Opinion

Alex Kane: Don't expect DUP and Sinn Fein to show any signs of compromise

Alex Kane

Alex Kane

Alex Kane is an Irish News columnist and political commentator and a former director of communications for the Ulster Unionist Party.

Alex Kane
Alex Kane Alex Kane

Well, here we are, about to begin our third year without an assembly or executive.

All-party talks are due to begin again fairly soon, but with the Brexit deadline (March 29) and local council elections (May 2) hanging over their heads it seems unlikely that the parties - particularly the DUP and SF - will be in any mood for compromise. In her new year's message Arlene Foster had this to say re the elections: ''This will be an opportunity for the people in the west of Northern Ireland to give their verdict on their nationalist and republican controlled councils. Repeatedly, republicans have failed to recognise the unionist minorities in those areas. We will continue to highlight this issue. Those who shout the loudest about respect and equality must start to practice what they preach.'' Hmm. That sounds like fighting talk.

Meanwhile, Michelle O'Neill, in her Christmas message, said this: ''I believe progress is possible. I am hopeful we can end the denial of rights in the north and restore our power-sharing institutions on the basis of equality. The prejudice felt by women, the LGBT community, Irish speakers and victims is incompatible with the Good Friday Agreement. Through all the chaos, uncertainty and challenges that face us, that peace agreement must be protected. It's time we finally give people the kind of government, society and future that they deserve and can have confidence in. A new Assembly and a new type of politics is possible. Let's make 2019 a year of real and lasting peace.'' Hmm. That sounds like more fighting talk.

Those two messages sum up the chasm. Foster believes Sinn Féin has no interest in respect and equality for unionists in the areas they control. O'Neill believes that unionists have no interests in respect and equality for anyone, anywhere. Quite how they bridge that chasm is unclear. If Mrs May's Withdrawal Agreement - with backstop still in place - gets through, the DUP will be in no mood to talk. If the UK leaves without a deal, Sinn Féin will be in no mood to talk. I sense no mood within unionism for any shifting on opposition to the sort of Irish Language Act Sinn Féin endorses: and I sense no mood within nationalism/republicanism for rowing back on an ILA just to make life easier for the DUP.

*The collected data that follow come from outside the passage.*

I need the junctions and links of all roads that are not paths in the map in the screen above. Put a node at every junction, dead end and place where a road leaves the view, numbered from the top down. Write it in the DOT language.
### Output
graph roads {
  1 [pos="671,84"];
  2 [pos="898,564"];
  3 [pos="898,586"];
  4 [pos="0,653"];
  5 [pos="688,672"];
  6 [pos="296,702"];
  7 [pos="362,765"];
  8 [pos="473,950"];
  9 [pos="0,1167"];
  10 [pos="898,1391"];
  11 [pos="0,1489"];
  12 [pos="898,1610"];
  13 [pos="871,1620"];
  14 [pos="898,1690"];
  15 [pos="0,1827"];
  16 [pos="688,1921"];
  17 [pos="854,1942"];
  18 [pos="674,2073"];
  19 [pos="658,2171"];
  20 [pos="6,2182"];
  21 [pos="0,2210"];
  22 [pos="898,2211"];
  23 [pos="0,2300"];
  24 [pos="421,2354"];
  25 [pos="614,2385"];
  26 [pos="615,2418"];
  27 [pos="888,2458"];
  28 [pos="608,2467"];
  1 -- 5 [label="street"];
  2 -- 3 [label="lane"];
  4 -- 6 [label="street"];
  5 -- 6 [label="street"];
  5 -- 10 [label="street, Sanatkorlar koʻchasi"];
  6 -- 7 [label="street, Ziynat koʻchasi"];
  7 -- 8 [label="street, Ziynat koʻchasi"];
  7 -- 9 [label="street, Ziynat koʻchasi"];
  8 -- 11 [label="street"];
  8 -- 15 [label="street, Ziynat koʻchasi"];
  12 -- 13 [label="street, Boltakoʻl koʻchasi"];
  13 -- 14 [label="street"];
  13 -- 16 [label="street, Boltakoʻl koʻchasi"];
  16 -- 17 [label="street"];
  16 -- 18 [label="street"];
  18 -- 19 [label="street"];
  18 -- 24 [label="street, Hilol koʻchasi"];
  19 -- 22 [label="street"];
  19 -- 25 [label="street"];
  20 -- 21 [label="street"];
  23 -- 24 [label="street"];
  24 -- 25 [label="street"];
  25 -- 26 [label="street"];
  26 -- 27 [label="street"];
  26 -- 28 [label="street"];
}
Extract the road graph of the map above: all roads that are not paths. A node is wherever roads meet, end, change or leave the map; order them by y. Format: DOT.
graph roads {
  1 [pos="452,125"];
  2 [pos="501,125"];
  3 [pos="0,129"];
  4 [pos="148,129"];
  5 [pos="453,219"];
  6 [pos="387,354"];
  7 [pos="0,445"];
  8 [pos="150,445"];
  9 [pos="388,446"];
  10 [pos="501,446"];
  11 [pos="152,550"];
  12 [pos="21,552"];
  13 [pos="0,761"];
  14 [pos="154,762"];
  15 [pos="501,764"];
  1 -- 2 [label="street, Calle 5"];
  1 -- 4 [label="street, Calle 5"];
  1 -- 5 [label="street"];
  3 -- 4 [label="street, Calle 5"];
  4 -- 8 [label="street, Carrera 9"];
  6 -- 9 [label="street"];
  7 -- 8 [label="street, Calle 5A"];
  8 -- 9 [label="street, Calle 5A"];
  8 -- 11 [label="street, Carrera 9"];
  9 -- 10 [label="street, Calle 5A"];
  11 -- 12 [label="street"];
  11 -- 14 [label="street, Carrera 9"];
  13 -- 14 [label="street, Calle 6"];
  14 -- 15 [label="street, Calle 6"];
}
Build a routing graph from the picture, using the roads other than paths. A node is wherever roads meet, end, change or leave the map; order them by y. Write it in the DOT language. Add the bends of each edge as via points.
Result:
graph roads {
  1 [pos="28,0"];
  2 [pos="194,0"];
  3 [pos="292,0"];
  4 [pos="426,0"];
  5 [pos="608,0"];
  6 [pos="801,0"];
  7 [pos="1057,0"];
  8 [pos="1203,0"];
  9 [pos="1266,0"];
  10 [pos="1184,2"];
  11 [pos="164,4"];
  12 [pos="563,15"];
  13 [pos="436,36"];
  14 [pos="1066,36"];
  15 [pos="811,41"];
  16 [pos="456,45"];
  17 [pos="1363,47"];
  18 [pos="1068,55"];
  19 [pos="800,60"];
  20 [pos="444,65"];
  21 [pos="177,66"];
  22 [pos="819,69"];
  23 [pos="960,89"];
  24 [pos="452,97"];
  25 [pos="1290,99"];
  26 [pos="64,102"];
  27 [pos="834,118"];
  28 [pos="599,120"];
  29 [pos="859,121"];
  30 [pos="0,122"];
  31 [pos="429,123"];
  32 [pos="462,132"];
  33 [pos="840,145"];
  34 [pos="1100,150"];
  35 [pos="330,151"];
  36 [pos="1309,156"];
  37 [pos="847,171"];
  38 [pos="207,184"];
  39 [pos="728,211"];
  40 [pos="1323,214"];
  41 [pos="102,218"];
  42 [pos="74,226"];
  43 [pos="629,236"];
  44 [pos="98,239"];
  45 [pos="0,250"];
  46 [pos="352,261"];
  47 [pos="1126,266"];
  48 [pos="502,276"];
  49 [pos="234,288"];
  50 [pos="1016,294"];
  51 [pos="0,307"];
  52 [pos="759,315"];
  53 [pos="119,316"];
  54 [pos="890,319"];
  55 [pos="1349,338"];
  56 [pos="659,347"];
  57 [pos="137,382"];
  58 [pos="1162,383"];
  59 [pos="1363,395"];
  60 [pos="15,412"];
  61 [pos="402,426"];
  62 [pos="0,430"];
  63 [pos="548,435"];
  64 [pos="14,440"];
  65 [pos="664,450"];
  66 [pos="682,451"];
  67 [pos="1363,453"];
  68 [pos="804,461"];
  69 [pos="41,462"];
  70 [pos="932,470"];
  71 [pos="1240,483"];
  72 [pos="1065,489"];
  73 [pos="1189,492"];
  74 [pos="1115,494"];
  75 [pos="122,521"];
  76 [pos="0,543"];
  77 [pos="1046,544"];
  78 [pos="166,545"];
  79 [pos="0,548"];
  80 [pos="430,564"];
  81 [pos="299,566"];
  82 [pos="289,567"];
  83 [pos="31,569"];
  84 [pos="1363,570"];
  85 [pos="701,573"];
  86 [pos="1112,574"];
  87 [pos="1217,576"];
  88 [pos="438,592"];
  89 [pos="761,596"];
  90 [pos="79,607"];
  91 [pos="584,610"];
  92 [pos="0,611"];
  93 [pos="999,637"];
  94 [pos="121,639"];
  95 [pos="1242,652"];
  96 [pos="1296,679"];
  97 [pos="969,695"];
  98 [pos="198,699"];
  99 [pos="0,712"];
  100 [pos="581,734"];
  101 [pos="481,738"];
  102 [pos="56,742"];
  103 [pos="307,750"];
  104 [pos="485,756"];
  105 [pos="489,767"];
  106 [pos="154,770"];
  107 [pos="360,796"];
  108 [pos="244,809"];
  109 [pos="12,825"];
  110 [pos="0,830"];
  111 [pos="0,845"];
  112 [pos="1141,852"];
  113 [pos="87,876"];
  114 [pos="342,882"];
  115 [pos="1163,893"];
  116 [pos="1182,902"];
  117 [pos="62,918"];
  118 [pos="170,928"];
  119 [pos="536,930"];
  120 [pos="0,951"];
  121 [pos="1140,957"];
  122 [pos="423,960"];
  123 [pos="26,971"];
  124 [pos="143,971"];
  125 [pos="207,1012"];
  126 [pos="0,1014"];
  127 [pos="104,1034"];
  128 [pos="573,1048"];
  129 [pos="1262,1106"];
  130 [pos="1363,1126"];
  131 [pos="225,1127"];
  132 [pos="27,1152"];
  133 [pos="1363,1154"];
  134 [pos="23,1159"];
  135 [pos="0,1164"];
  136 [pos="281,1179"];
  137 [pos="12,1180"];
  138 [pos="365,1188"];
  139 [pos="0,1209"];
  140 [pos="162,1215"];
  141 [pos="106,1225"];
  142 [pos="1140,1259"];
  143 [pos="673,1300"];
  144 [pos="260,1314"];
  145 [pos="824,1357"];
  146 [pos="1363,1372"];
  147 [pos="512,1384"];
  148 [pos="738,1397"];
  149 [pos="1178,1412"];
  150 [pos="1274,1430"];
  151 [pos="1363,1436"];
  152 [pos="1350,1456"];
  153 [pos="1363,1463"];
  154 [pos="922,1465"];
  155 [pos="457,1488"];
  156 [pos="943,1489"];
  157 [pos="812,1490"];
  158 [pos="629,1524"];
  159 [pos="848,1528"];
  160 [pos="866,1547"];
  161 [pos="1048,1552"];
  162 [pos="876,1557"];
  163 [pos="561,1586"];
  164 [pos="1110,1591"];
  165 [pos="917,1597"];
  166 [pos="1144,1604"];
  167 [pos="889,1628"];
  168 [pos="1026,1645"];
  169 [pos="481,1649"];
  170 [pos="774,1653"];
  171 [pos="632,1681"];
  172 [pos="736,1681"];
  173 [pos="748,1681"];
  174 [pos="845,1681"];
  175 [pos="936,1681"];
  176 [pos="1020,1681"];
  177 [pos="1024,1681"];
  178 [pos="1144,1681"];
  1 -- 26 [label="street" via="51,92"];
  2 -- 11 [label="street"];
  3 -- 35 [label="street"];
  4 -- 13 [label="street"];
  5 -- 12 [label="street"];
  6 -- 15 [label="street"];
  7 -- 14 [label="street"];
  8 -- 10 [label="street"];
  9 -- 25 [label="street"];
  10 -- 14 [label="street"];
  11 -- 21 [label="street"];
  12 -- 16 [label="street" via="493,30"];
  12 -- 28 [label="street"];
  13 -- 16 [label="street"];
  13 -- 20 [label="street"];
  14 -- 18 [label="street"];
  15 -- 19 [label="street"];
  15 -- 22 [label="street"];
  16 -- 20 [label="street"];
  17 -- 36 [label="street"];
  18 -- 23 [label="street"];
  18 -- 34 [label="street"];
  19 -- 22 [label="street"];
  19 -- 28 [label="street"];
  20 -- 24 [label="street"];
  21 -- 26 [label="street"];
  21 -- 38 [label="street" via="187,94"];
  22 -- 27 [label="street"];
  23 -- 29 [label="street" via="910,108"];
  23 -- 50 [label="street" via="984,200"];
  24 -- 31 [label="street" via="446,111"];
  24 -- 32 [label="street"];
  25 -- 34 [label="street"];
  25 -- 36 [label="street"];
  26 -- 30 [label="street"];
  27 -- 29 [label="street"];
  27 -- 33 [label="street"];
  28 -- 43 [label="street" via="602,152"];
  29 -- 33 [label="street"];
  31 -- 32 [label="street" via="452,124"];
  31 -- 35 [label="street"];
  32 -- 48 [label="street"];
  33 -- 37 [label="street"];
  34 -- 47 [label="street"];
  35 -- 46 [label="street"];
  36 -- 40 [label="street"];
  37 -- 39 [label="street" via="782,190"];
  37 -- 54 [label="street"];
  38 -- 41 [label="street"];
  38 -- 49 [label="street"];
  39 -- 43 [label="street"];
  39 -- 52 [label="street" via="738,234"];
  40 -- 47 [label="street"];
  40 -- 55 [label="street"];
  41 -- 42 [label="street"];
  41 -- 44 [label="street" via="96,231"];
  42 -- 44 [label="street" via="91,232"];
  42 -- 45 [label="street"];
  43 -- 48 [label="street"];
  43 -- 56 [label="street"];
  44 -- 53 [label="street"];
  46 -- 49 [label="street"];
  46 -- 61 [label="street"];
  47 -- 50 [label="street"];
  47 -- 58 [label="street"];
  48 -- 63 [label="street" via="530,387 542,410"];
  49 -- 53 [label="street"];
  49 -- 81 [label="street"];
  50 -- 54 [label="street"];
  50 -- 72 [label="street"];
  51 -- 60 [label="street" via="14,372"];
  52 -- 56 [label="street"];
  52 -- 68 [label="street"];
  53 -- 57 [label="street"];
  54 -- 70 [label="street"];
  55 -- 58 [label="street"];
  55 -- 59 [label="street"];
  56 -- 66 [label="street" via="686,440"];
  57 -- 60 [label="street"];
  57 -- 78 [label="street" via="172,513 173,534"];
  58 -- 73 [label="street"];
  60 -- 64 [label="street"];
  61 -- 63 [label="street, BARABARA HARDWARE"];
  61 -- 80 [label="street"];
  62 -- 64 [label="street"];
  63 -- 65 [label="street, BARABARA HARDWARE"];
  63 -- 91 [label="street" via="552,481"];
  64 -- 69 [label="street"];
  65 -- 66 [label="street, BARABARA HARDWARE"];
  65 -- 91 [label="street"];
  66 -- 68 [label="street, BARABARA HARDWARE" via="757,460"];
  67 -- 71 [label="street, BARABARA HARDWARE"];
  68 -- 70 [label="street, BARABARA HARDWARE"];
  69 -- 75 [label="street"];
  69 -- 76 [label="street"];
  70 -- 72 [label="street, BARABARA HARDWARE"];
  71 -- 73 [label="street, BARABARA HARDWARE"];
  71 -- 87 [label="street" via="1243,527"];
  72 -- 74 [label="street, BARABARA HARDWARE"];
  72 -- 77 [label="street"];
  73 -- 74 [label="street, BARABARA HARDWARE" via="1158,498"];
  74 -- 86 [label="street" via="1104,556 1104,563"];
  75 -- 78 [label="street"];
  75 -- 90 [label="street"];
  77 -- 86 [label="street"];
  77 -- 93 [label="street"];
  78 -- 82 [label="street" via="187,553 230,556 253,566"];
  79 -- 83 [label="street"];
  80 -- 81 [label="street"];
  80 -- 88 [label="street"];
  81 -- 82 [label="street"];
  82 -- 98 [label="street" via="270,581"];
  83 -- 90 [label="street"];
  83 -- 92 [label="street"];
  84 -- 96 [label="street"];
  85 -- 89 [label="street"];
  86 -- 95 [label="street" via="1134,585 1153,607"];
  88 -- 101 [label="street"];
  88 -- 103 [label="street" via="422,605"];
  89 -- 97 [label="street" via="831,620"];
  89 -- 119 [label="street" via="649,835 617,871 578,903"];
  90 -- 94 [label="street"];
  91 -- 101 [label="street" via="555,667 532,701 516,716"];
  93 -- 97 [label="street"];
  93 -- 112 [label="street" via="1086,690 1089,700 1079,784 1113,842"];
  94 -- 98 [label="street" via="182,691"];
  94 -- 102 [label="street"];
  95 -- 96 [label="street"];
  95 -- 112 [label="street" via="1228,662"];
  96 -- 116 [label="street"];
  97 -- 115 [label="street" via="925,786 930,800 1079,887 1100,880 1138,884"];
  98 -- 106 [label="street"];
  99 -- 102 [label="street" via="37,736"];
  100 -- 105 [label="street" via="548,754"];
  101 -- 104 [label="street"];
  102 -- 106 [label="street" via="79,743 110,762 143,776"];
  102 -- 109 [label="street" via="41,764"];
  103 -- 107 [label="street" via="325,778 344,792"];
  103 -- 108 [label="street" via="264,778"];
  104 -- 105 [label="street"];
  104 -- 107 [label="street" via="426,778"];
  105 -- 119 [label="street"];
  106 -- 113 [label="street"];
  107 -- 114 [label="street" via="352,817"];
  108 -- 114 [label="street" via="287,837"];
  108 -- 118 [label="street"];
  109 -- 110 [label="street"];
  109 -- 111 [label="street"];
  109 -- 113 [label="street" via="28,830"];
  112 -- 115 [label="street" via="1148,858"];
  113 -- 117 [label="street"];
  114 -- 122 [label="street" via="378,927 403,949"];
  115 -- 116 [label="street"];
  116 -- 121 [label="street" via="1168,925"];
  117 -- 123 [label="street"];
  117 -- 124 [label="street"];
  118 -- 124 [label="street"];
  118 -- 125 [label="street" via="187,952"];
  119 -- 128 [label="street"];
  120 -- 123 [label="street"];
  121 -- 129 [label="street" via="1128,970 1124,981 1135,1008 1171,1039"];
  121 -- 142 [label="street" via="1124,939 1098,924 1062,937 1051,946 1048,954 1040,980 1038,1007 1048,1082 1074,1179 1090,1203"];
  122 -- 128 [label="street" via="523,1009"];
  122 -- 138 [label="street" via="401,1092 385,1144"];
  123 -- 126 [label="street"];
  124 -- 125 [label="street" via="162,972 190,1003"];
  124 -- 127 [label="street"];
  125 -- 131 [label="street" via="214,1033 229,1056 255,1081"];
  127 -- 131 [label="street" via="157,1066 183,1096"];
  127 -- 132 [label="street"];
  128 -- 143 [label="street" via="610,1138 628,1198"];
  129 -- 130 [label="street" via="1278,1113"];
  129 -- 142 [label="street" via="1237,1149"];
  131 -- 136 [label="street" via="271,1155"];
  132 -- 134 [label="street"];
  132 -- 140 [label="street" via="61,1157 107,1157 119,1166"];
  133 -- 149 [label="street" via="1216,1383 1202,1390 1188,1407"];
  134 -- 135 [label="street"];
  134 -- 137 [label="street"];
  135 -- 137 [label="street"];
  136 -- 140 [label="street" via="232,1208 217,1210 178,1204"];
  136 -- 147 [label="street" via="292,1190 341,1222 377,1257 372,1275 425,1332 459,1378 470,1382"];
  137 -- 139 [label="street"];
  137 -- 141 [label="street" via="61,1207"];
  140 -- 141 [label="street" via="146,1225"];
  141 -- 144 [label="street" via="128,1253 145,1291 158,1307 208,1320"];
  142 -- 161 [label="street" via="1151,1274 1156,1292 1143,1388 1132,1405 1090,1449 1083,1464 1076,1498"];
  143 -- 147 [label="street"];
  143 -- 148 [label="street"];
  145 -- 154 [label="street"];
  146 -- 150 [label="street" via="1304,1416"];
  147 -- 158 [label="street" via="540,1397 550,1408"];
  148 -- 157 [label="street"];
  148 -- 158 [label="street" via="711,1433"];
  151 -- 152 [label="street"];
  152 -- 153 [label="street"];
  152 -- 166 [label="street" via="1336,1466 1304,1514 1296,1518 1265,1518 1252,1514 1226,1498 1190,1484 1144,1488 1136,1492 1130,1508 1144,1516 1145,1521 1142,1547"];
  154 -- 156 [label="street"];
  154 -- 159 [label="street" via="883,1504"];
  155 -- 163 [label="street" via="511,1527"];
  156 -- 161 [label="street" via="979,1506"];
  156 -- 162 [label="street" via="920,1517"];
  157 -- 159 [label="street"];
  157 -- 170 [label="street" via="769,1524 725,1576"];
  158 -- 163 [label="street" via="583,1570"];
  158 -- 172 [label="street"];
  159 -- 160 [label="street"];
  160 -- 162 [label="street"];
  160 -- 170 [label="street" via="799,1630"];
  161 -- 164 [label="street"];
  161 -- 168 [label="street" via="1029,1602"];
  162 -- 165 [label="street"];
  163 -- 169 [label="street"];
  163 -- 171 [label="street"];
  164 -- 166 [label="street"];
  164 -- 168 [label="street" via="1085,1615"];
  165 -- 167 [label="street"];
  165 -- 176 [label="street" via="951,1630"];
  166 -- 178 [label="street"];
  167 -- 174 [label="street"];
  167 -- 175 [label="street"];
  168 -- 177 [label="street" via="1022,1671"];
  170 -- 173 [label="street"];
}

The secretary of state still seems keen on the idea of an 'outsider' to chair the new talks (and I'm pretty sure that at least a couple of people have been sounded out). The argument, I suppose, is that everything could be run across the chair, thereby avoiding the he-said-she-said disagreement which collapsed the process last February. That could just as easily be done by the secretary of state herself; or by my cat, if Mrs Bradley is otherwise occupied.

The only difference an 'outsider' would have made last time would have been to facilitate a less acrimonious collapse of the process. There is no evidence to suggest their presence would have delivered a deal.

I'm not sure what's happening in the background, but I hope that key figures in the civil service - albeit not from Northern Ireland - are ploughing through the evidence from the RHI inquiry and learning the necessary lessons. Have they any reason to believe that the problems uncovered are not confined to a 'rogue' department? Is it possible that the habits and precedents of that department are commonplace in every other department? Even if the next round of talks produced a deal isn't it possible that the dysfunction exposed by the inquiry still infects every other department? Ministers and spads come and go: the civil service goes on and on and on. How do we know senior staff aren't taking bad habits and practices from one department to the next?

I suppose the biggest question for the DUP - and it will have an impact on their approach to talks - is whether Foster survives. It seems likely that the council elections will be a re-run of the DUP vs SF battles we saw in the assembly and general elections in 2017. If the DUP takes a hit - and it doesn't have to be huge to be significant -Foster's survival comes to the fore. If the RHI report is 'difficult' for her, her survival remains at the fore. She definitely wouldn't survive Mrs May getting the Withdrawal Agreement - complete with backstop - through the Commons in two weeks.

You'll not be surprised to learn that I think - as I have done for two years - a breakthrough is unlikely anytime soon. Neither the DUP (with RHI and Mrs May occupying their minds) nor Sinn Féin (with no wriggle room on an ILA and the possibility of a serious challenge in May from an SDLP/Fianna Fáil coalition) are in the mood for budging. Crucially, there is no pressure from their grassroots for a deal, either. So, expect the same-old same-old and the same election results, too.